**Description of the task**
Among the lines of the records, count those containing the word "junction", then give the number alone.

**Record excerpts**
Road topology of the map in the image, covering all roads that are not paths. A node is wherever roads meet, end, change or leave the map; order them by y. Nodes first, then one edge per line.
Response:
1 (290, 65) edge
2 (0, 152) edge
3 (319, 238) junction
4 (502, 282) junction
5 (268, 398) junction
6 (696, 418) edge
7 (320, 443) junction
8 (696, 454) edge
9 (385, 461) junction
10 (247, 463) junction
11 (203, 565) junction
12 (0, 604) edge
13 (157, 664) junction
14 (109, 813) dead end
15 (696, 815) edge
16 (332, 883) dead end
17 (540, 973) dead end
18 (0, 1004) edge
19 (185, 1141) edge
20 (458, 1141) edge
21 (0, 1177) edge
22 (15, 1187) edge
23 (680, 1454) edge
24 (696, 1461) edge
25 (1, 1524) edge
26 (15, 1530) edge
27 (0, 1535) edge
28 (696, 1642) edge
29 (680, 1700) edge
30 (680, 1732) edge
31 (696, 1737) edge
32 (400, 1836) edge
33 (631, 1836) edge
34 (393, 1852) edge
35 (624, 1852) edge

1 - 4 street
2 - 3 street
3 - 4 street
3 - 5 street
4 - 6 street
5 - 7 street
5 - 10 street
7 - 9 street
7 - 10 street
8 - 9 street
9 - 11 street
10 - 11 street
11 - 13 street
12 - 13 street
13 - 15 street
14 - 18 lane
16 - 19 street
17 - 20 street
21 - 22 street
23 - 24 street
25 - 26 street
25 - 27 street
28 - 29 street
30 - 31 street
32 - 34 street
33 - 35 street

**Task answer**
8